Introducing the InterSystems IRIS Connector for Apache Spark

Article

Benjamin De Boe · Jan 31, 2018 4m read

#Artificial Intelligence (AI) #Analytics #Big Data #Distributed Data Management #Java #Machine Learning (ML) #Sharding #InterSystems IRIS

With the release of InterSystems IRIS, we're also making available a nifty bit of software that allows you to get the best out of your InterSystems IRIS cluster when working with Apache Spark for data processing, machine learning and other data-heavy fun. Let's take a closer look at how we're making your life as a Data Scientist easier, as you're probably already facing tough big data challenges already, just from the influx of job offers in your inbox!

What is Apache Spark?

Together with the technology itself, we're also launching an exciting new learning package called the InterSystems IRIS Experience, an immersive combination of fast-paced courses, crisp videos and hands-on labs in our hosted learning environment. The first of those focuses exclusively on our connector for Apache Spark, so let's not reinvent the introduction wheel here and refer you to the course for a broader introduction. It's 100% free, after all!

In (very!) short, Apache Spark offers you an abstract object representation of a potentially massive dataset. As a developer, you just call methods on this Dataset interface like filter(), map() and orderBy() and Spark will make sure they are executed efficiently, leveraging the servers in your Spark cluster by parallelizing the work as much as possible. It also comes with a growing set of libraries for Machine Learning, streaming and analyzing graph data that leverage this dataset paradigm.

Why combine Spark with InterSystems IRIS?

Spark isn't just good at data processing and attracting large crowds at open source conferences, it's also good at allowing smart database vendors to participate in this drive to efficiency through its Data Source API. While the Dataset object abstracts the user from any complexities of the underlying data store (which could be pretty crude in the case of a file system), it does offer the database vendors on the other side of the object a chance to provide information on what those complexities (which we call features!) may be leveraged by Spark to improve overall efficiency. For example, a filter() call on the Dataset object could be forwarded to an underlying SQL database in the form of a WHERE clause. This predicate pushdown mechanism means the compute work is pushed closer to the data, allowing greater overall efficiency and throughput and part of building a connector for Apache Spark means registering all core functions that can be pushed down into the data source.

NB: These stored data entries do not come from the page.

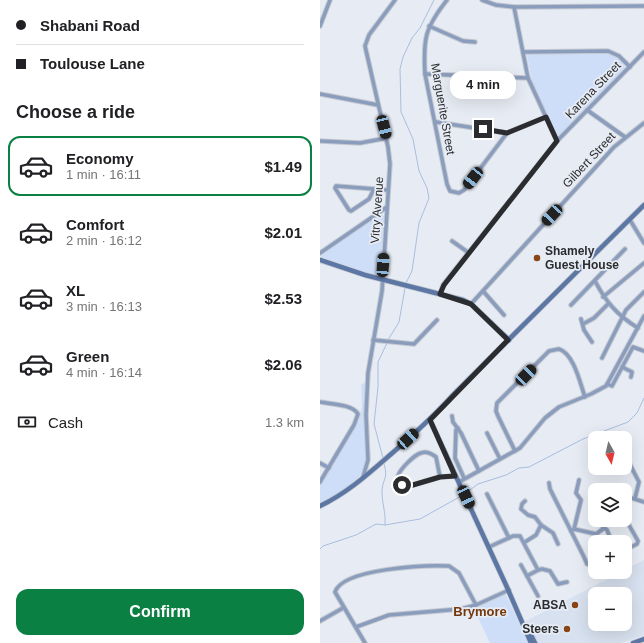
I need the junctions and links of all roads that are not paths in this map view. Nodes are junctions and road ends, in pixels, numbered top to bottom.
1 (330, 0) edge
2 (395, 0) edge
3 (447, 0) edge
4 (482, 0) edge
5 (644, 6) edge
6 (514, 7) junction
7 (320, 26) edge
8 (429, 26) junction
9 (475, 42) dead end
10 (523, 52) junction
11 (644, 52) edge
12 (630, 67) junction
13 (425, 74) junction
14 (528, 78) junction
15 (320, 94) edge
16 (378, 105) junction
17 (587, 110) junction
18 (546, 117) junction
19 (436, 122) junction
20 (644, 123) edge
21 (507, 133) junction
22 (625, 137) junction
23 (387, 138) junction
24 (320, 141) edge
25 (557, 141) junction
26 (374, 189) junction
27 (388, 190) junction
28 (644, 206) edge
29 (387, 207) junction
30 (630, 220) junction
31 (452, 241) dead end
32 (644, 243) edge
33 (625, 249) dead end
34 (320, 253) edge
35 (469, 253) junction
36 (320, 260) edge
37 (644, 263) edge
38 (383, 280) junction
39 (595, 281) junction
40 (483, 291) junction
41 (644, 292) edge
42 (440, 294) junction
43 (604, 297) junction
44 (471, 304) junction
45 (608, 304) junction
46 (571, 305) dead end
47 (504, 315) dead end
48 (644, 316) edge
49 (623, 318) junction
50 (582, 319) dead end
51 (437, 320) dead end
52 (583, 324) junction
53 (638, 327) junction
54 (644, 328) edge
55 (373, 340) junction
56 (508, 340) junction
57 (592, 342) dead end
58 (644, 351) edge
59 (602, 358) dead end
60 (622, 367) junction
61 (631, 377) dead end
62 (607, 384) junction
63 (585, 397) junction
64 (320, 402) edge
65 (452, 416) dead end
66 (430, 420) junction
67 (458, 428) junction
68 (487, 433) dead end
69 (515, 451) junction
70 (500, 459) junction
71 (320, 463) edge
72 (329, 468) junction
73 (632, 468) edge
74 (479, 471) junction
75 (455, 476) junction
76 (440, 477) junction
77 (464, 478) junction
78 (362, 479) junction
79 (579, 480) dead end
80 (320, 482) edge
81 (459, 483) junction
82 (549, 483) dead end
83 (487, 494) dead end
84 (632, 497) edge
85 (635, 498) junction
86 (525, 500) dead end
87 (644, 502) edge
88 (320, 506) edge
89 (541, 525) junction
90 (630, 527) edge
91 (604, 528) joint
92 (572, 530) junction
93 (609, 535) edge
94 (509, 538) junction
95 (525, 542) junction
96 (558, 544) dead end
97 (632, 546) edge
98 (489, 548) junction
99 (588, 564) edge
100 (521, 566) dead end
101 (538, 570) junction
102 (527, 576) junction
103 (567, 582) dead end
104 (509, 590) junction
105 (538, 596) dead end
106 (476, 605) junction
107 (343, 608) junction
108 (320, 621) edge
109 (356, 627) junction
110 (644, 639) edge
111 (365, 643) edge
112 (531, 643) edge
113 (535, 643) edge
114 (633, 643) edge

1 - 7 street
2 - 16 street, Vitry Avenue
3 - 8 street, Marguerite Street
4 - 6 street
5 - 6 street
6 - 10 street
8 - 9 street
8 - 13 street, Marguerite Street
10 - 12 street
10 - 14 street
11 - 12 street, Karena Street
12 - 17 street, Karena Street
13 - 14 street
13 - 19 street, Marguerite Street
14 - 18 street
15 - 16 street
16 - 23 street, Vitry Avenue
17 - 22 street
17 - 25 street, Karena Street
18 - 21 street
18 - 25 street
19 - 21 street
19 - 21 street, Marguerite Street
20 - 22 street, Gilbert Street
22 - 40 street, Gilbert Street
23 - 24 street
23 - 27 street, Vitry Avenue
25 - 35 street, Karena Street
26 - 26 street
26 - 27 street
27 - 29 street, Vitry Avenue
28 - 30 street
29 - 34 street
29 - 38 street, Vitry Avenue
30 - 32 street
30 - 56 street
31 - 35 street
33 - 39 street
35 - 42 street, Karena Street
36 - 38 street
37 - 43 street
38 - 42 street
38 - 55 street, Vitry Avenue
39 - 43 street
39 - 46 street
40 - 44 street, Gilbert Street
40 - 47 street
41 - 49 street
42 - 44 street
43 - 45 street
44 - 56 street
45 - 49 street
45 - 52 street
48 - 53 street
49 - 53 street
49 - 59 street
50 - 52 street
51 - 55 street
52 - 57 street
53 - 54 street
53 - 62 street
55 - 78 street, Vitry Avenue
56 - 66 street
58 - 60 street
60 - 61 street
60 - 62 street
62 - 63 street
63 - 69 street
63 - 69 street
64 - 72 street
65 - 67 street
66 - 75 street
66 - 78 street
67 - 74 street
67 - 77 street
68 - 70 street
69 - 70 street
70 - 74 street
71 - 72 street
72 - 80 street
73 - 85 street
74 - 77 street
75 - 76 street
75 - 81 street
76 - 76 street
77 - 81 street
78 - 88 street
79 - 92 street
81 - 98 street
82 - 92 street
83 - 94 street
84 - 85 street
85 - 87 street
86 - 89 street
89 - 95 street
89 - 96 street
90 - 97 street
91 - 92 street
91 - 93 street
92 - 99 street
94 - 95 street
94 - 98 street
95 - 101 street
98 - 104 street
100 - 102 street
101 - 102 street
101 - 103 street
102 - 105 street
104 - 106 street
104 - 112 street
104 - 113 street
106 - 107 street
106 - 109 street
107 - 108 street
107 - 109 street
109 - 111 street
110 - 114 street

Besides this predicate pushdown, which many other databases support for Spark, our InterSystems IRIS Connector offers a few other unique advantages:

The connector is designed to work well with sharding, our new option for horizontal scalability. More specifically, if you're building a Dataset based on a sharded table, we'll make sure Spark slaves connect directly to the shard servers to read the data in parallel, rather than stand in line to pipe the data through the shard master.
As part of our new container deployment options, we're also offering a container that has both InterSystems IRIS and Apache Spark included. This means that when setting up a (sharded) cluster of these using ICM, you'll automatically have a Spark slave running alongside each data shard, allowing them to exploit data locality when reading or writing sharded tables, avoiding any network overhead. Note that if you set up your Spark and InterSystems IRIS clusters manually, with a Spark slave running on each server that has an InterSystems IRIS instance, you'll also benefit from this.
When reading data, the connector can implicitly partition the data being read by exploiting the same mechanism our SQL query optimizer uses in %PARALLEL mode. Hereby, multiple connections to the same InterSystems IRIS instance are opened to read the data in parallel, increasing throughput. With the basics in place already, you'll see further speedups coming up in InterSystems IRIS 2018.2.
Also starting with InterSystems IRIS 2018.2, you'll be able to export predictive models built with SparkML to InterSystems IRIS with a single iscSave() method call. This will automatically generate a PMML class on the database side with native code to run the model in InterSystems IRIS in real time or batch scenarios.

Getting started with the InterSystems IRIS Connector is easy, as it's plug-compatible with the default JDBC connector that ships with Spark. So any Spark program that started with

var dataset = spark.read.format("jdbc")
                        .option("dbtable", "BigData.MassiveSales")

can now become

import com.intersys.spark._
var dataset = spark.read.format("iris")
                        .option("dbtable","BigData.MassiveSales")

Now that's just the bare essentials to get you started wit InterSystems IRIS as the data store behind your Apache Spark cluster. The rest will only be constrained by your Data Science imagination, coffee supply and the 24h in a typical day. Come and try it yourself in the InterSystems IRIS Experience for Big Data Analytics!